_ASSIGNMENT_:
Filter the entries for the word "canvas". Copy each line in which it occurs.

[Saved entries]
# # # #
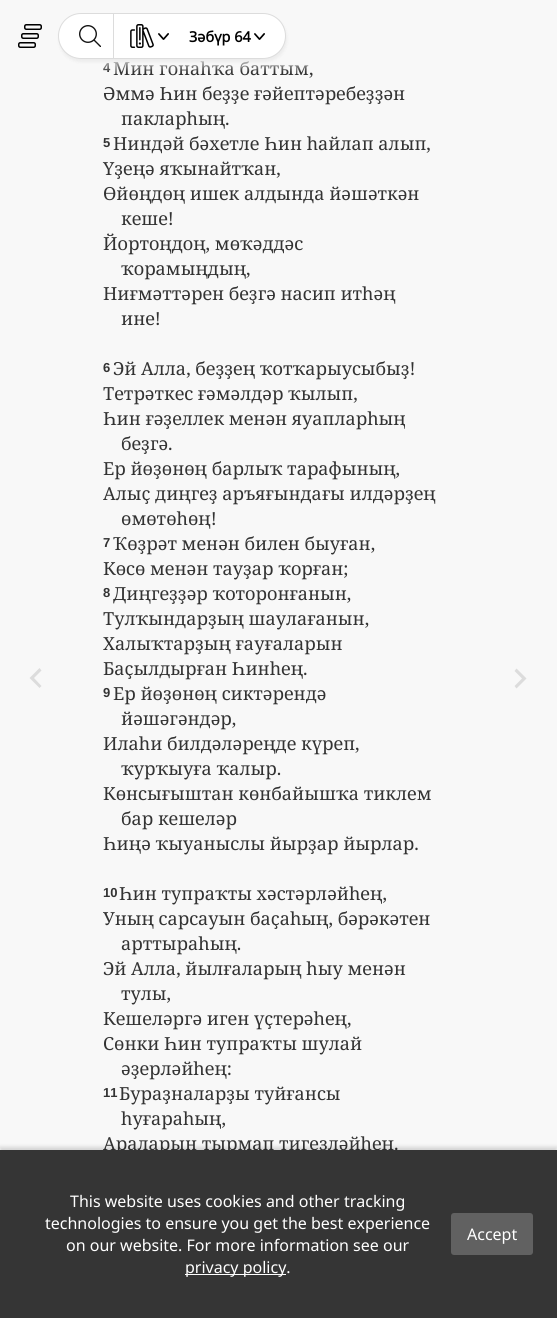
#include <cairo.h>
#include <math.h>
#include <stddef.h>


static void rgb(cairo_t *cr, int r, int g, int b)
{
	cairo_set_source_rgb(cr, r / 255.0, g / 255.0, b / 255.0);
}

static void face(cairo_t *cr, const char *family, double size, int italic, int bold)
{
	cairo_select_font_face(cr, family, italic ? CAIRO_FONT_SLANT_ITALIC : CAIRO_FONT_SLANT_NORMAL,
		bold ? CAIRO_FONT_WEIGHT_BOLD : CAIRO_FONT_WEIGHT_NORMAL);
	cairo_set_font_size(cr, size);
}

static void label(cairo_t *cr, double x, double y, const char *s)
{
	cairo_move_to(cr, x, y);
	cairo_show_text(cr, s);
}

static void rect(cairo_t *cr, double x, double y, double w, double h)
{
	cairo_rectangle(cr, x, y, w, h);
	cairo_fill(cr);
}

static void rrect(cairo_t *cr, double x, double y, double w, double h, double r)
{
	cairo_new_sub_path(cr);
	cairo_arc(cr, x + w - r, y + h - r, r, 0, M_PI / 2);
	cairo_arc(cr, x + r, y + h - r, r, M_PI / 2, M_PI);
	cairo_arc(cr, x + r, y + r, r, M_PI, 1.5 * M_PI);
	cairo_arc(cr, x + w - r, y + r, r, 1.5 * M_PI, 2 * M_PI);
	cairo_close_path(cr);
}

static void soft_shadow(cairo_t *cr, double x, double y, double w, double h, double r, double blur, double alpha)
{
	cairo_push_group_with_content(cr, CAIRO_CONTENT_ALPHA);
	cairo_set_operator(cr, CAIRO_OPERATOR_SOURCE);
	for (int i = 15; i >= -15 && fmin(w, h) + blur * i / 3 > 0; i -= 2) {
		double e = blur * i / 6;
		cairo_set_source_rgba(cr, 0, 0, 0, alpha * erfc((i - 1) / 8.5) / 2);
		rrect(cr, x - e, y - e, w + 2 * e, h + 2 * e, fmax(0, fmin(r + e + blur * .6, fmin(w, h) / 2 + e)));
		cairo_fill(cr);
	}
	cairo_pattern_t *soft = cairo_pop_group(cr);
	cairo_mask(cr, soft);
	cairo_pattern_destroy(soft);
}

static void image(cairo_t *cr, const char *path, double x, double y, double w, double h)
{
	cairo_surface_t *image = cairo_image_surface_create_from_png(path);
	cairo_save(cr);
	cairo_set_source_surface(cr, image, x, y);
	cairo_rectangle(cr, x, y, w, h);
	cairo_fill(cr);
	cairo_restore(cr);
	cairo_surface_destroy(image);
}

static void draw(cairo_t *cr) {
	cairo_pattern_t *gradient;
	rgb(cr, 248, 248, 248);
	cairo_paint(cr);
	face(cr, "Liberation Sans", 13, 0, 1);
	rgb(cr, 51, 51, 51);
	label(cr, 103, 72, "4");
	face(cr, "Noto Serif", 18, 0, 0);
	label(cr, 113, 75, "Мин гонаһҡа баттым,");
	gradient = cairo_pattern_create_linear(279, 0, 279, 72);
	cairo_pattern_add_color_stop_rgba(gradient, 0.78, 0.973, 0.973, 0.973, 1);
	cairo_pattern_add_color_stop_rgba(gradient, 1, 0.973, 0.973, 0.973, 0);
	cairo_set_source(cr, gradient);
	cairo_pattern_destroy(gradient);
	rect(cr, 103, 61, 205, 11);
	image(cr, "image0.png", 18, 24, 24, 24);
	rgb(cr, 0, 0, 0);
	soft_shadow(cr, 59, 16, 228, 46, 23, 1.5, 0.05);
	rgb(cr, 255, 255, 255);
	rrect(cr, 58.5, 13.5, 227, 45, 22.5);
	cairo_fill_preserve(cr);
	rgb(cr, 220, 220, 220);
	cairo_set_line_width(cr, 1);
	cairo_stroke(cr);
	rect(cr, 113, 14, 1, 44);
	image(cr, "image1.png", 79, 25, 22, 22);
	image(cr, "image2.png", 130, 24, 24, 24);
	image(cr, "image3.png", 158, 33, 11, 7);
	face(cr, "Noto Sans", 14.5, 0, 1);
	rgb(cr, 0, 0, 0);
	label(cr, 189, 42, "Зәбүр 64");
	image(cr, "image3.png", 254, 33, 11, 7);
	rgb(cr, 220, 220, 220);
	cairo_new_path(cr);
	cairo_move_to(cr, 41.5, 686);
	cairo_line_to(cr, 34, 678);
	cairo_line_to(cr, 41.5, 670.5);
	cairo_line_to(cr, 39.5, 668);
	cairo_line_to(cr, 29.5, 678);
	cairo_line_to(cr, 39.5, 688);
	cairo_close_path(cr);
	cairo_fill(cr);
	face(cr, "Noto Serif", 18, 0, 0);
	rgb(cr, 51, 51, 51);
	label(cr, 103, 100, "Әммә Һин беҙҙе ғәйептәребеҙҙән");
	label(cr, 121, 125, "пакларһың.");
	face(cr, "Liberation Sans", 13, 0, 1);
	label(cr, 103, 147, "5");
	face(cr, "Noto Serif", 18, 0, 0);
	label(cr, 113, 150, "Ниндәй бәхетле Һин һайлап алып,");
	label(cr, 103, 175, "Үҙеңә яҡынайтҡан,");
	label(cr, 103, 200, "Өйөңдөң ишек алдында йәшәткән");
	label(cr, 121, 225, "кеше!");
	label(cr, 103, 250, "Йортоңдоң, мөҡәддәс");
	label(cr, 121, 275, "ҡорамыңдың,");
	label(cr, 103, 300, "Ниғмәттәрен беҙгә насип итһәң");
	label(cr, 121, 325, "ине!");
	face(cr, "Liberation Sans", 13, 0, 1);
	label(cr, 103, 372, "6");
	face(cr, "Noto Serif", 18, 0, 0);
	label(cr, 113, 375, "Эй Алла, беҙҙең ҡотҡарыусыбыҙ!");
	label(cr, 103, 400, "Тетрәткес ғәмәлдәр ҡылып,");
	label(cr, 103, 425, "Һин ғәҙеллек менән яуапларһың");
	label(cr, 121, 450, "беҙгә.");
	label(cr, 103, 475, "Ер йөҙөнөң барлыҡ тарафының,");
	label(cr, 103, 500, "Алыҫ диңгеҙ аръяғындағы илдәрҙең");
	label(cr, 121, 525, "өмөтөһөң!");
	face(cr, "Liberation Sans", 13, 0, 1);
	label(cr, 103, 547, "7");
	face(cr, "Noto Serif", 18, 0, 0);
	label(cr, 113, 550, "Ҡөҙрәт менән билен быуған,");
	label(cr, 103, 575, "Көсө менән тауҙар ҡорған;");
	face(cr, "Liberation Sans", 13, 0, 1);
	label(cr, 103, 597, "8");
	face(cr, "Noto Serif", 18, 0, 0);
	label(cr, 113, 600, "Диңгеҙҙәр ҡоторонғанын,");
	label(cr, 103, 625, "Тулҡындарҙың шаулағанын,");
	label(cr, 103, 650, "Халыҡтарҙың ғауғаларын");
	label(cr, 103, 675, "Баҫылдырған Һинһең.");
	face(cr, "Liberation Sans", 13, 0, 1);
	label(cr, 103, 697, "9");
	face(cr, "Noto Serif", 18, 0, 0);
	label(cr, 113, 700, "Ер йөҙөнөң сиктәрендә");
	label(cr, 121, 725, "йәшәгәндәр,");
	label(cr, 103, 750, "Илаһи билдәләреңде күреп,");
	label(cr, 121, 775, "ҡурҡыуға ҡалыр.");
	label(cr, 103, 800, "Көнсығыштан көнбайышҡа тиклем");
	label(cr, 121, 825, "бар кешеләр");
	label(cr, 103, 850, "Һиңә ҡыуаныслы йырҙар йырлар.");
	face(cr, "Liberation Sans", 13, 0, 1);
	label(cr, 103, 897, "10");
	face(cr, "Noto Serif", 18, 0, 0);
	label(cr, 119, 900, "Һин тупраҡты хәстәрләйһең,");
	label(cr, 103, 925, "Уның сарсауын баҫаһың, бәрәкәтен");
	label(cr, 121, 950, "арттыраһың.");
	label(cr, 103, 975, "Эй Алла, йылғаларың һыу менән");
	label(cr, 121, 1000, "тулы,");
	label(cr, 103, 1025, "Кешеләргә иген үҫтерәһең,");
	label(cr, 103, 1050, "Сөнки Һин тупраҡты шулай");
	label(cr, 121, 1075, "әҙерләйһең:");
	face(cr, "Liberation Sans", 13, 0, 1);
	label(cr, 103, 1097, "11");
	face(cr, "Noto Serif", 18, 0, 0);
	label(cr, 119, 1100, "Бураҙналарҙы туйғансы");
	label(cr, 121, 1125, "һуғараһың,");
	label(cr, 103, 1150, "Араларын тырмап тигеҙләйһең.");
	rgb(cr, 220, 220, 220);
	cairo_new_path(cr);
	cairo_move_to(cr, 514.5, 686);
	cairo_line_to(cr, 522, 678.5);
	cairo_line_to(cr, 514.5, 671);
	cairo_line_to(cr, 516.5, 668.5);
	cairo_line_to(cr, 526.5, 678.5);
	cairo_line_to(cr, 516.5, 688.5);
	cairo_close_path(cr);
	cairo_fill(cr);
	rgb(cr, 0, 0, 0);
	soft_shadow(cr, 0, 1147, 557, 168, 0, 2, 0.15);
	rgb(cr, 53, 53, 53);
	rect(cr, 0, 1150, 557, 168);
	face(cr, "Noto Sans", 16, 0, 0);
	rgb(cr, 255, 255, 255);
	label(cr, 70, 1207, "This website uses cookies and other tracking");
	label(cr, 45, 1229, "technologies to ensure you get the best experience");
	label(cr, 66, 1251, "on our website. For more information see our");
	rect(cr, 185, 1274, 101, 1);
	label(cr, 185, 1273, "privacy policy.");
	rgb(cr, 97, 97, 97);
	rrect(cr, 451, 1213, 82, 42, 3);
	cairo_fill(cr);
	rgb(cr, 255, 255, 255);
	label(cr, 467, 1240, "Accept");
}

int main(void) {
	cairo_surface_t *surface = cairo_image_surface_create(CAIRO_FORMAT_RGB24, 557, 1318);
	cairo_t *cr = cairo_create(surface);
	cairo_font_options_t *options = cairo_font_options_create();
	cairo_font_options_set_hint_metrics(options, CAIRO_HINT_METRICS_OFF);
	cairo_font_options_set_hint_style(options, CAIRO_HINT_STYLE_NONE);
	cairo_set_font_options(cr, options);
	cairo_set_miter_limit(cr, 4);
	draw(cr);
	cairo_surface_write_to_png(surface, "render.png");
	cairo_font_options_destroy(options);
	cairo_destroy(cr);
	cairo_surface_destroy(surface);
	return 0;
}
# # # #
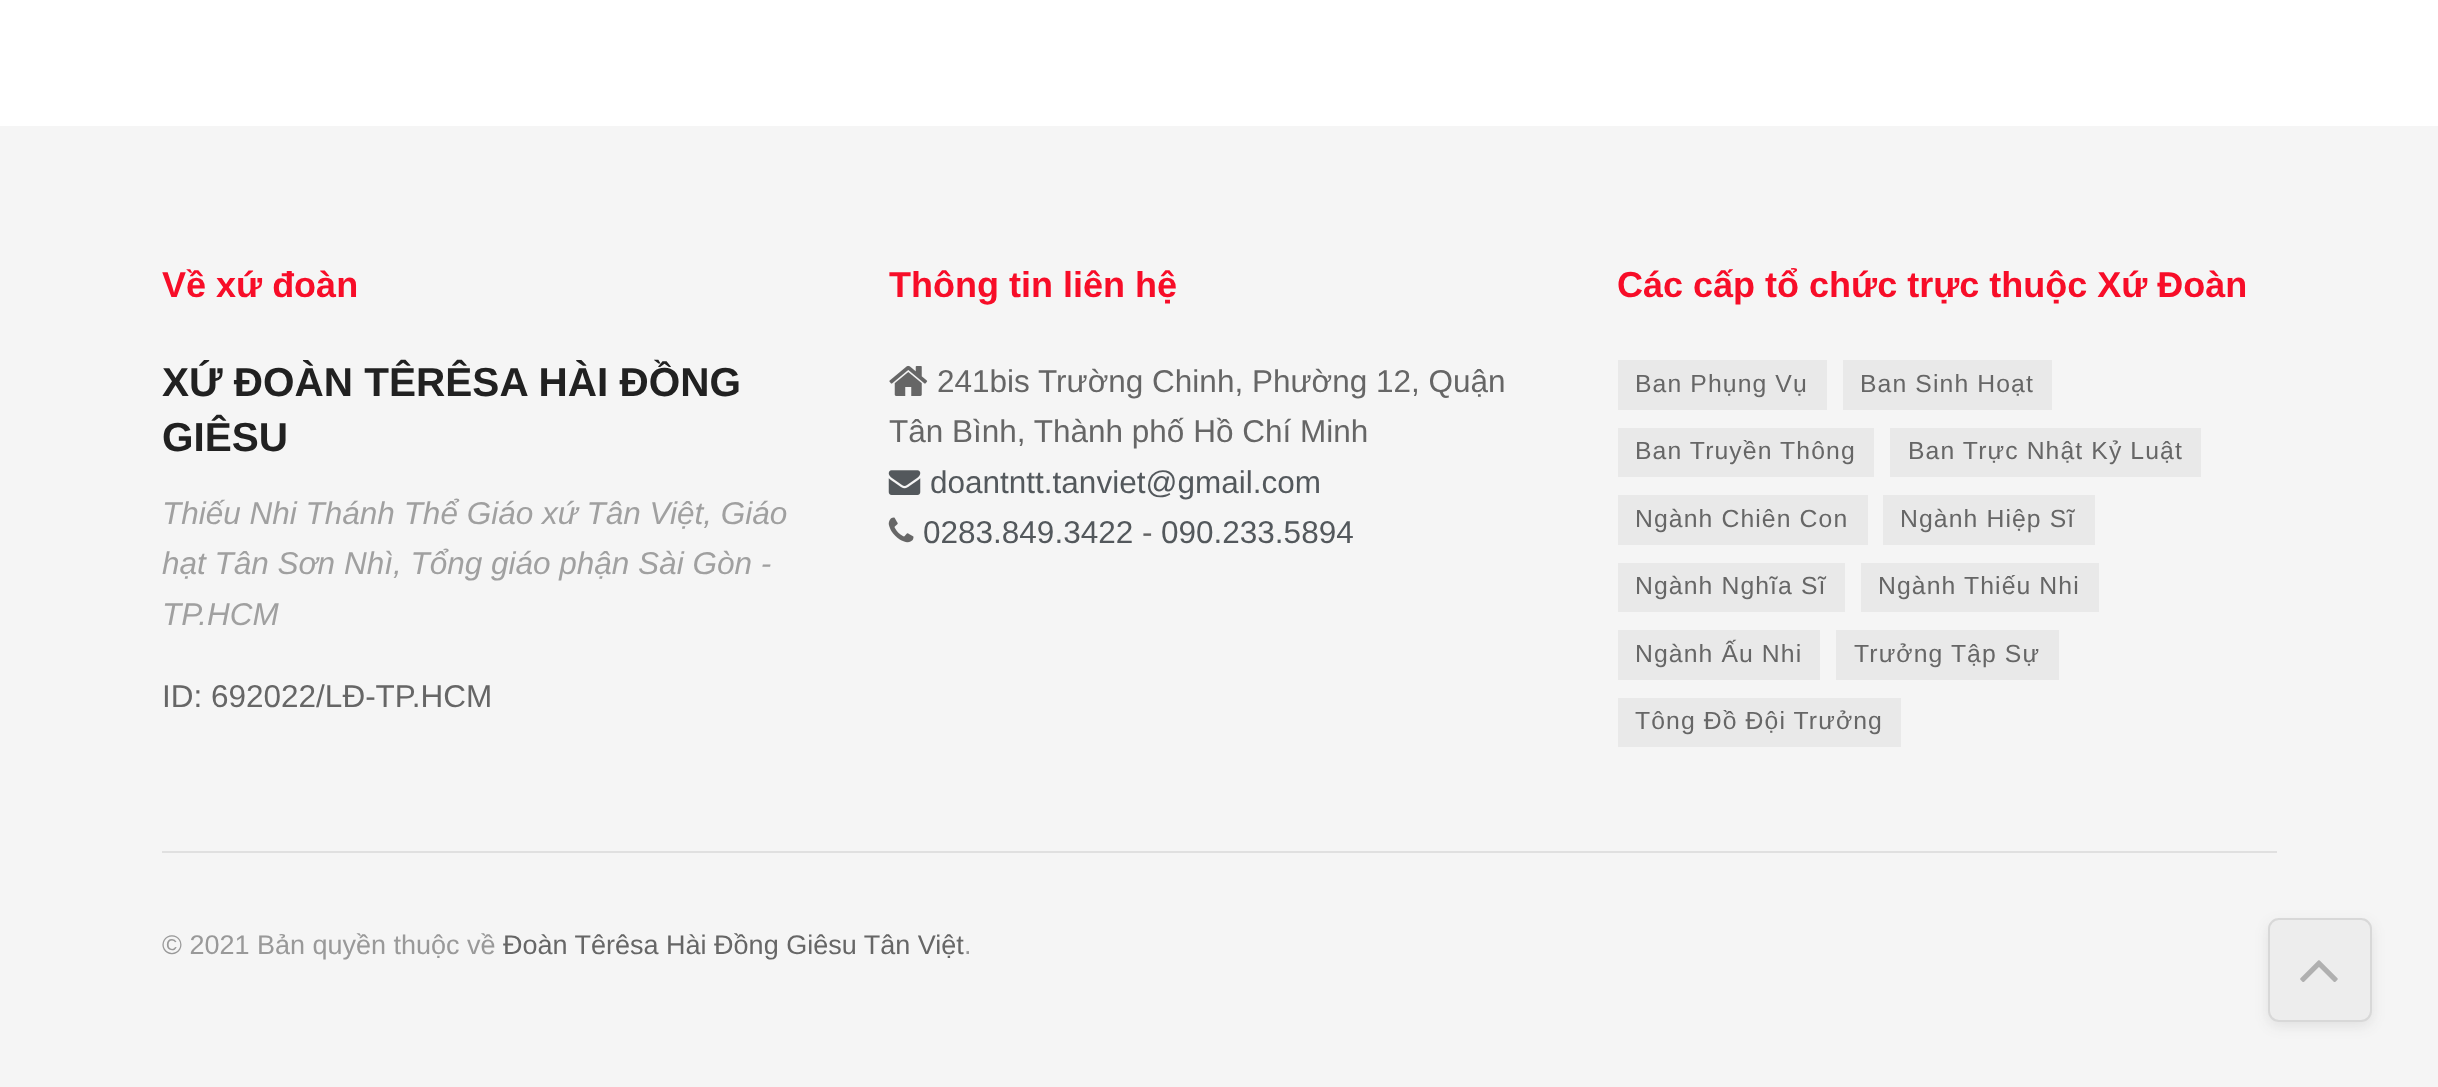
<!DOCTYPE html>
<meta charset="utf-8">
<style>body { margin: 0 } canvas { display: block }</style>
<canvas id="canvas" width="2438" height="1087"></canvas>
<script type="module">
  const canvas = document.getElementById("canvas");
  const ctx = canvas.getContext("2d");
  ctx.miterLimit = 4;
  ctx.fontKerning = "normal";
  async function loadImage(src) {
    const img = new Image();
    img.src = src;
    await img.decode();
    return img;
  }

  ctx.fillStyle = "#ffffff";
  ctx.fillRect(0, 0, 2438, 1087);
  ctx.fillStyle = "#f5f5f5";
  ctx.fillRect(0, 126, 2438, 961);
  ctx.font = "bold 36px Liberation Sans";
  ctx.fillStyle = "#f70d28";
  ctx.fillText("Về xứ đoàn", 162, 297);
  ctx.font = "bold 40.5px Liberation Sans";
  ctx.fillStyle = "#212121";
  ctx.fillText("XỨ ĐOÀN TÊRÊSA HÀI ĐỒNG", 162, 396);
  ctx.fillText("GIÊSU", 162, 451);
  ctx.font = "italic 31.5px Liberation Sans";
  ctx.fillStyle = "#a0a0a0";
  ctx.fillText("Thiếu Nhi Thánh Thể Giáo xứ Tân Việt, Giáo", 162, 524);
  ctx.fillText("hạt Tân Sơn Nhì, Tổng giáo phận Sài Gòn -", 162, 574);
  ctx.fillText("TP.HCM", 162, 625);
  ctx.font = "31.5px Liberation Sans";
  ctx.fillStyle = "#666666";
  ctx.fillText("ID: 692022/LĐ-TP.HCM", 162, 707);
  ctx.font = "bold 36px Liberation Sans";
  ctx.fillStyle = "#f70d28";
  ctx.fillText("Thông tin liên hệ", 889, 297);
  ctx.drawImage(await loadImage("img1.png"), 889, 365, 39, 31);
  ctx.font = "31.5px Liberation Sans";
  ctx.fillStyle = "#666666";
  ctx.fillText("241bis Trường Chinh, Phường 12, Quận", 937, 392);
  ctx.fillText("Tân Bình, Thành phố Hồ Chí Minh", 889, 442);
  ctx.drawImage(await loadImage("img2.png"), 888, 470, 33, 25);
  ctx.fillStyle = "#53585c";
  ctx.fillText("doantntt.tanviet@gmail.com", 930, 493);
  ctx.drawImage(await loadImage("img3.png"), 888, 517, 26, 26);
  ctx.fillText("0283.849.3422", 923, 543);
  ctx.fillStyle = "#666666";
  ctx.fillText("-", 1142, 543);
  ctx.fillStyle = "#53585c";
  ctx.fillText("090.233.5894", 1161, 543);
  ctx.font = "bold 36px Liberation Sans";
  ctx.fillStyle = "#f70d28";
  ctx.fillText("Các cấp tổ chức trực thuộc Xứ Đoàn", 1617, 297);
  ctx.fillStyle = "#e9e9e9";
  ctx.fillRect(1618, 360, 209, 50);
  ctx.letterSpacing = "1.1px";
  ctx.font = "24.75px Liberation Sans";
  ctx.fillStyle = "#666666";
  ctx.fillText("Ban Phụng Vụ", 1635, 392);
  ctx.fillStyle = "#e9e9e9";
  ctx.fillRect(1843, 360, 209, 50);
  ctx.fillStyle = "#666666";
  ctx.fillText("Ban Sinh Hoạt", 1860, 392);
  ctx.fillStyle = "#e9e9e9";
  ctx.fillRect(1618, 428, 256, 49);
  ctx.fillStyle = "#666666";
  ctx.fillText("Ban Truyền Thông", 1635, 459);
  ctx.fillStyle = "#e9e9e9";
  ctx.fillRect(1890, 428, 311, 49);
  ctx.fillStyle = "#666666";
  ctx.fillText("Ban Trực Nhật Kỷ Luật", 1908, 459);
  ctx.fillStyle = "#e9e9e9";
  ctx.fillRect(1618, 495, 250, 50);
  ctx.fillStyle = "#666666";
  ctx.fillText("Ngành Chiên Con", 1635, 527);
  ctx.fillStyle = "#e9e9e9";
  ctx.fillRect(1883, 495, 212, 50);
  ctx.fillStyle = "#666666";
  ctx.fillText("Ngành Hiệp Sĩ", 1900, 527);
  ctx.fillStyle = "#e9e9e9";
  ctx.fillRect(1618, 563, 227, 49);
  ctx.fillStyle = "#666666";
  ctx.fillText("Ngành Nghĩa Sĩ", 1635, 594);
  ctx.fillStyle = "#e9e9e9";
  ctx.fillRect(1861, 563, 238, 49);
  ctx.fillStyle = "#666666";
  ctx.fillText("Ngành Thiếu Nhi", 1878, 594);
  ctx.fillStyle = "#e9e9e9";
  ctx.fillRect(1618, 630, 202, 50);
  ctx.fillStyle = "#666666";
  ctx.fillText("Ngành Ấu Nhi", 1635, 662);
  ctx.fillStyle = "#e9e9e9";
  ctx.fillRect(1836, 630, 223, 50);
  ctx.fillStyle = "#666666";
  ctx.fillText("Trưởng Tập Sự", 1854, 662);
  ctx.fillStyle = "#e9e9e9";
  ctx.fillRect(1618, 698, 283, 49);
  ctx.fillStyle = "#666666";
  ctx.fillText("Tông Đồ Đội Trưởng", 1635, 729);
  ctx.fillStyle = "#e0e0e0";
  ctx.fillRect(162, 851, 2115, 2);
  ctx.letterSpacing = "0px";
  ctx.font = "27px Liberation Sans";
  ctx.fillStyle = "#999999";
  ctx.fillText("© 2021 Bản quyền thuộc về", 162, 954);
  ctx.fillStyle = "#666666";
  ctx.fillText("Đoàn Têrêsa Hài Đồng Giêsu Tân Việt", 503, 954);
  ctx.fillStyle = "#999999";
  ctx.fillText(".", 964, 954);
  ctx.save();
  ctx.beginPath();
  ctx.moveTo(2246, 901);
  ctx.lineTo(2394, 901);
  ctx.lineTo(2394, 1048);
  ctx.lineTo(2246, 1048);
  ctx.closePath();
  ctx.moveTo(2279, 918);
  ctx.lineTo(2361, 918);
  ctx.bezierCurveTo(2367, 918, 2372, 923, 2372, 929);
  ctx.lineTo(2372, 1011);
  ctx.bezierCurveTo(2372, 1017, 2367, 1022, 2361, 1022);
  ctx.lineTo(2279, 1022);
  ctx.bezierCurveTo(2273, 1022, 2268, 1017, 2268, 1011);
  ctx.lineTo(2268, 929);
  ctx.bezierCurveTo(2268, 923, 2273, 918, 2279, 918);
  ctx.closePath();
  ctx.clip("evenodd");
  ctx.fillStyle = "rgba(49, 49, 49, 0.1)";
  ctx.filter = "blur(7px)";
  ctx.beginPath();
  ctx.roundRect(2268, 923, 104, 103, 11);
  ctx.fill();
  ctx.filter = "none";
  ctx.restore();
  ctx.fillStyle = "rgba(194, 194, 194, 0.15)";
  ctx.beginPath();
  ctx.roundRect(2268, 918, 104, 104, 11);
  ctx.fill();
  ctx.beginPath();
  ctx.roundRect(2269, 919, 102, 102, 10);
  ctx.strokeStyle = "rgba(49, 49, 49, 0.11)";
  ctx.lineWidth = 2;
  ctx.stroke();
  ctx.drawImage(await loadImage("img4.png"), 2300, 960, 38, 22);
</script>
# # # #
_FINISHED EXERCISE_:
<style>body { margin: 0 } canvas { display: block }</style>
<canvas id="canvas" width="2438" height="1087"></canvas>
  const canvas = document.getElementById("canvas");
  const ctx = canvas.getContext("2d");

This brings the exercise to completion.